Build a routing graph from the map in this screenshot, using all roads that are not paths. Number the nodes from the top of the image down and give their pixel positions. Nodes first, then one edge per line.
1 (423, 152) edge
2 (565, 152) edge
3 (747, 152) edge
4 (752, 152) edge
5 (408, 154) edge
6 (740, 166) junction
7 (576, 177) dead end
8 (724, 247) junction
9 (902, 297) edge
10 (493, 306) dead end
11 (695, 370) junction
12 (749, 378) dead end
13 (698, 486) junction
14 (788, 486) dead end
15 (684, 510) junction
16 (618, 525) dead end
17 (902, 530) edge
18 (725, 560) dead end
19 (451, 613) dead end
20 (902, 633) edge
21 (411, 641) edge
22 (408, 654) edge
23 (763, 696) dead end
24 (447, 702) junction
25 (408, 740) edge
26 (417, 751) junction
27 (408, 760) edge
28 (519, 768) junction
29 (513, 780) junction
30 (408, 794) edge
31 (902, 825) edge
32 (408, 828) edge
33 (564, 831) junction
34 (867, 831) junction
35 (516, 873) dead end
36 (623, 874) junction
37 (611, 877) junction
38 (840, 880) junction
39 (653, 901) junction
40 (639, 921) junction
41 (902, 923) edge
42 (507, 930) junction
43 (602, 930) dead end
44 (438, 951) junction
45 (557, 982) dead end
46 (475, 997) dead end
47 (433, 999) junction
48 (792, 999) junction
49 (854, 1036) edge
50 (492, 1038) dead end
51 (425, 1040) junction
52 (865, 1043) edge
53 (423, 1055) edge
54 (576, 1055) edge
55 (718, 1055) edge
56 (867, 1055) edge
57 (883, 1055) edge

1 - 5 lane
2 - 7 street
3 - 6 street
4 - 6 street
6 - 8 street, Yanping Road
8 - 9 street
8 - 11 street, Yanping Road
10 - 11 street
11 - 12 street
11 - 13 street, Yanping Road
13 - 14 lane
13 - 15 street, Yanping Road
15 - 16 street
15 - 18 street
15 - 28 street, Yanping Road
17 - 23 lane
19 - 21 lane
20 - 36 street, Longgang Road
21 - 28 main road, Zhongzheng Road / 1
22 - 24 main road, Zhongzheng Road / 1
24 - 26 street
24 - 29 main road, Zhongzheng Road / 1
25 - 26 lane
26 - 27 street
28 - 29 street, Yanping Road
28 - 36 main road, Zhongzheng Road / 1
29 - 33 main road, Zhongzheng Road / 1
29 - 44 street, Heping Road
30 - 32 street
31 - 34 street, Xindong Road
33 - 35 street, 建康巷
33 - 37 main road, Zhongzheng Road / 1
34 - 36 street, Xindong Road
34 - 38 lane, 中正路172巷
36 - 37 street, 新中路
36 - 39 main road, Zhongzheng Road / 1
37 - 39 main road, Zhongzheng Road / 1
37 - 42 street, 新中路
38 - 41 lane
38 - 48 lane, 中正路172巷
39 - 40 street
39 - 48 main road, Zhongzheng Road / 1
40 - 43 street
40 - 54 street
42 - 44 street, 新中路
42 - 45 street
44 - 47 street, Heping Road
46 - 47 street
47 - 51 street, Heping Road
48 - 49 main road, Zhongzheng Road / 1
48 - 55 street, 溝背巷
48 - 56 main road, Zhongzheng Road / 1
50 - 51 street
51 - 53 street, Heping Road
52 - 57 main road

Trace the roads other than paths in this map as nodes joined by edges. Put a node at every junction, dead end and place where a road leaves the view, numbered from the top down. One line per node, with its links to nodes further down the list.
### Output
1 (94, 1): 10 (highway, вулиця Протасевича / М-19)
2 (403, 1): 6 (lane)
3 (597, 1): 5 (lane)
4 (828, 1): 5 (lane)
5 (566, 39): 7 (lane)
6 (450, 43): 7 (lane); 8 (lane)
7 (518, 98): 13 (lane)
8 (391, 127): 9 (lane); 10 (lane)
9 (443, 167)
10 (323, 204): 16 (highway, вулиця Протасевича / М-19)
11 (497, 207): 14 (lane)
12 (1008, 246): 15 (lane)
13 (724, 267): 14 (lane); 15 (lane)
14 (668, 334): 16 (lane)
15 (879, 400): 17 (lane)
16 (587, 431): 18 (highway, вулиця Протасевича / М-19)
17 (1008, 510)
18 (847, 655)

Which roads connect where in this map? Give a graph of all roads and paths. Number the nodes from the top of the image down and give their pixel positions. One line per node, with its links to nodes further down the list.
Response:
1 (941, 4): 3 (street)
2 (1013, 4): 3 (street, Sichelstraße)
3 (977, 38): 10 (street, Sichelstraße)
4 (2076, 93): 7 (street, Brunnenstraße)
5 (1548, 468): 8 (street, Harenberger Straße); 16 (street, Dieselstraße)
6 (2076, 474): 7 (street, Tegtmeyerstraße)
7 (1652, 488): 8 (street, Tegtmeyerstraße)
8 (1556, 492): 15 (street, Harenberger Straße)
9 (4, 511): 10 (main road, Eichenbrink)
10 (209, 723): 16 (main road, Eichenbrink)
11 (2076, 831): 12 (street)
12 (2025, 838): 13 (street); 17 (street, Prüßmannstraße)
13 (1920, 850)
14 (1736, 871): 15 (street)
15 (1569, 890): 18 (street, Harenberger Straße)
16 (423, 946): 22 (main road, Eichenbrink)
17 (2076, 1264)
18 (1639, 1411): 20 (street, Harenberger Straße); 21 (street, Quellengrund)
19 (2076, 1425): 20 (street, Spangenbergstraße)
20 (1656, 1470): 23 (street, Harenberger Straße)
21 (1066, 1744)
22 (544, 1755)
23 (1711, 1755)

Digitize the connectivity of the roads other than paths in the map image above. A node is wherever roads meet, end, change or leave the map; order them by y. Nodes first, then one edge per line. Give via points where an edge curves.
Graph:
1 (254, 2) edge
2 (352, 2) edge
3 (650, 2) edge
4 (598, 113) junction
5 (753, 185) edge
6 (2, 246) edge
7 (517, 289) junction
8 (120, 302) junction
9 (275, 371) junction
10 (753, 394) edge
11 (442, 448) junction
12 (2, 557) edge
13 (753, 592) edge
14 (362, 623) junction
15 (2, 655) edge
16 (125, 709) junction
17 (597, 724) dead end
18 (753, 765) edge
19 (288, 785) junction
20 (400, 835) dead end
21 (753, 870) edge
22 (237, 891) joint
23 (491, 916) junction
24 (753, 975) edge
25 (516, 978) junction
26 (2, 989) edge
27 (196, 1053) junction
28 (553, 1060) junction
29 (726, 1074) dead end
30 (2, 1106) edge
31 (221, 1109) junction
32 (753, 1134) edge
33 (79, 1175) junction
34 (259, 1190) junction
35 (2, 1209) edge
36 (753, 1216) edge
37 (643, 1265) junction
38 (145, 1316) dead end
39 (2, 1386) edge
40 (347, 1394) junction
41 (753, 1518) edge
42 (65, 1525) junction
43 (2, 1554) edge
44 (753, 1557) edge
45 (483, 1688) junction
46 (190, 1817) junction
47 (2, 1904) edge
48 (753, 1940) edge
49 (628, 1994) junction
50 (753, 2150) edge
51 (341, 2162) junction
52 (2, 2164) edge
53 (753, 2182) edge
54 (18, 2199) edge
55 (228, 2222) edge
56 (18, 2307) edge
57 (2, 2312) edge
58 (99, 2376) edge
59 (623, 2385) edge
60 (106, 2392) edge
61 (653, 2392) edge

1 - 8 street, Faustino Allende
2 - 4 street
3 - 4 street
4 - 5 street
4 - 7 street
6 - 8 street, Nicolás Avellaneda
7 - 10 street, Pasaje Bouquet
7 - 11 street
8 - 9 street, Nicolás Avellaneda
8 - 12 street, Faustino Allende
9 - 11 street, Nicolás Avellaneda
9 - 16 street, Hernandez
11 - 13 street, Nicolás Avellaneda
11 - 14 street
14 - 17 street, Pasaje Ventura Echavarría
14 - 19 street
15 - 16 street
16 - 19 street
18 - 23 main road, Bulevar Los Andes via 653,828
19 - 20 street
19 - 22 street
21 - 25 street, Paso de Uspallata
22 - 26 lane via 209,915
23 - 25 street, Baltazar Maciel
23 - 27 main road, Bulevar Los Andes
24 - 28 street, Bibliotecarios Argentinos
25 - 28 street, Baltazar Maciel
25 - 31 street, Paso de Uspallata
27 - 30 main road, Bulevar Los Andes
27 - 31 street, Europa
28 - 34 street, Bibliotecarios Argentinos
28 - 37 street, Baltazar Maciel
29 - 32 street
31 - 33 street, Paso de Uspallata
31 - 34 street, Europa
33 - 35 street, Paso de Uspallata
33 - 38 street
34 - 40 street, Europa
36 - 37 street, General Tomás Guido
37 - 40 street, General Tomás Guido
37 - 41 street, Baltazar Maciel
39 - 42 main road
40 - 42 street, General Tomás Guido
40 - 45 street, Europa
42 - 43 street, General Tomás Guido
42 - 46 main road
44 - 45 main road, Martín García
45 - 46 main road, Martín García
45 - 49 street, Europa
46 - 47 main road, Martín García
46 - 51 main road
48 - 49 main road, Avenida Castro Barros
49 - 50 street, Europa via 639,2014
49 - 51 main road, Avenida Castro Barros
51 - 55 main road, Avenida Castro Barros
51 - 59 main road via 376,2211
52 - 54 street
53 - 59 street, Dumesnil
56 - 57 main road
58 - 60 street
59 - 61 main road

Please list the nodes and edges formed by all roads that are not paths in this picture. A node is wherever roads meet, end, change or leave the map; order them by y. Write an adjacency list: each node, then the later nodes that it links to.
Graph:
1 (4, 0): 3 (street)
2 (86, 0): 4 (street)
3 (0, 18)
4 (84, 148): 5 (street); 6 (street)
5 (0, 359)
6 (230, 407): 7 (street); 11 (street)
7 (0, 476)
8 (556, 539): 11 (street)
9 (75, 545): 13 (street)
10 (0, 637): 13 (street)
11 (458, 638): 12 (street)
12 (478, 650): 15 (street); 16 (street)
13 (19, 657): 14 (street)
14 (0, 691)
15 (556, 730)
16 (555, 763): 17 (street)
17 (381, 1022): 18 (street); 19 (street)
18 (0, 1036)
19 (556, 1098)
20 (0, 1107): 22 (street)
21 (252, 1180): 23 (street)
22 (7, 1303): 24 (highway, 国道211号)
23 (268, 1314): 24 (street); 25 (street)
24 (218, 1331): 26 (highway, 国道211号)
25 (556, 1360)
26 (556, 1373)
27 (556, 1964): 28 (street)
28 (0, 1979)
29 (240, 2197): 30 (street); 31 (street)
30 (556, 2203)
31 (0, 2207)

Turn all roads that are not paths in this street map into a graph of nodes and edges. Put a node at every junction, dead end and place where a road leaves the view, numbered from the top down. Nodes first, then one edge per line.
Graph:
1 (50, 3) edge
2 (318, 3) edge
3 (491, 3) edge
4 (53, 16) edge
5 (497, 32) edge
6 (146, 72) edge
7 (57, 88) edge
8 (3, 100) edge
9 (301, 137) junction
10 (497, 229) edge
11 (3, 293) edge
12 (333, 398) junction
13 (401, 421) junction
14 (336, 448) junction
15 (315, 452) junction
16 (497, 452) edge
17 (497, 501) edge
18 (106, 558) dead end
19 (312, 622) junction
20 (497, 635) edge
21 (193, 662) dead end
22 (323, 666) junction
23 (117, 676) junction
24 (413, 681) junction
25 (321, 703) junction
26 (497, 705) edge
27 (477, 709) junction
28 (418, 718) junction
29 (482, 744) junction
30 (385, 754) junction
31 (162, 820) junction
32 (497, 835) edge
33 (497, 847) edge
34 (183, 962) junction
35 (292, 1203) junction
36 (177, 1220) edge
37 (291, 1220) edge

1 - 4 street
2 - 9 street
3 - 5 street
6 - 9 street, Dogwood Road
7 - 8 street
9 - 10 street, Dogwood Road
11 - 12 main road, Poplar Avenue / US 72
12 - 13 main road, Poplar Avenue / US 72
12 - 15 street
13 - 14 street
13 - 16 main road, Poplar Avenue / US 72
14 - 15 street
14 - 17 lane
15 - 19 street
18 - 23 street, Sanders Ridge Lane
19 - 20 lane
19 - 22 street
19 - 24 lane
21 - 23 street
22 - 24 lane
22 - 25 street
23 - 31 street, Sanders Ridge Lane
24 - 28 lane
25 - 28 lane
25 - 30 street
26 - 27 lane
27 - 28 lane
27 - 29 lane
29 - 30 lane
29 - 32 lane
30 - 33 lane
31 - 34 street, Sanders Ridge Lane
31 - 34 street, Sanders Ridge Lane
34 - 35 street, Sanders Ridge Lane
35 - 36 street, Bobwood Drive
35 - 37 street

.....

Print, without alteration, only the lines above between the one holding "Trace the roads" and the one holding "Digitize the connectivity", inclusive.

Trace the roads other than paths in this map as nodes joined by edges. Put a node at every junction, dead end and place where a road leaves the view, numbered from the top down. One line per node, with its links to nodes further down the list.
### Output
1 (94, 1): 10 (highway, вулиця Протасевича / М-19)
2 (403, 1): 6 (lane)
3 (597, 1): 5 (lane)
4 (828, 1): 5 (lane)
5 (566, 39): 7 (lane)
6 (450, 43): 7 (lane); 8 (lane)
7 (518, 98): 13 (lane)
8 (391, 127): 9 (lane); 10 (lane)
9 (443, 167)
10 (323, 204): 16 (highway, вулиця Протасевича / М-19)
11 (497, 207): 14 (lane)
12 (1008, 246): 15 (lane)
13 (724, 267): 14 (lane); 15 (lane)
14 (668, 334): 16 (lane)
15 (879, 400): 17 (lane)
16 (587, 431): 18 (highway, вулиця Протасевича / М-19)
17 (1008, 510)
18 (847, 655)

Which roads connect where in this map? Give a graph of all roads and paths. Number the nodes from the top of the image down and give their pixel positions. One line per node, with its links to nodes further down the list.
Response:
1 (941, 4): 3 (street)
2 (1013, 4): 3 (street, Sichelstraße)
3 (977, 38): 10 (street, Sichelstraße)
4 (2076, 93): 7 (street, Brunnenstraße)
5 (1548, 468): 8 (street, Harenberger Straße); 16 (street, Dieselstraße)
6 (2076, 474): 7 (street, Tegtmeyerstraße)
7 (1652, 488): 8 (street, Tegtmeyerstraße)
8 (1556, 492): 15 (street, Harenberger Straße)
9 (4, 511): 10 (main road, Eichenbrink)
10 (209, 723): 16 (main road, Eichenbrink)
11 (2076, 831): 12 (street)
12 (2025, 838): 13 (street); 17 (street, Prüßmannstraße)
13 (1920, 850)
14 (1736, 871): 15 (street)
15 (1569, 890): 18 (street, Harenberger Straße)
16 (423, 946): 22 (main road, Eichenbrink)
17 (2076, 1264)
18 (1639, 1411): 20 (street, Harenberger Straße); 21 (street, Quellengrund)
19 (2076, 1425): 20 (street, Spangenbergstraße)
20 (1656, 1470): 23 (street, Harenberger Straße)
21 (1066, 1744)
22 (544, 1755)
23 (1711, 1755)

Digitize the connectivity of the roads other than paths in the map image above. A node is wherever roads meet, end, change or leave the map; order them by y. Nodes first, then one edge per line. Give via points where an edge curves.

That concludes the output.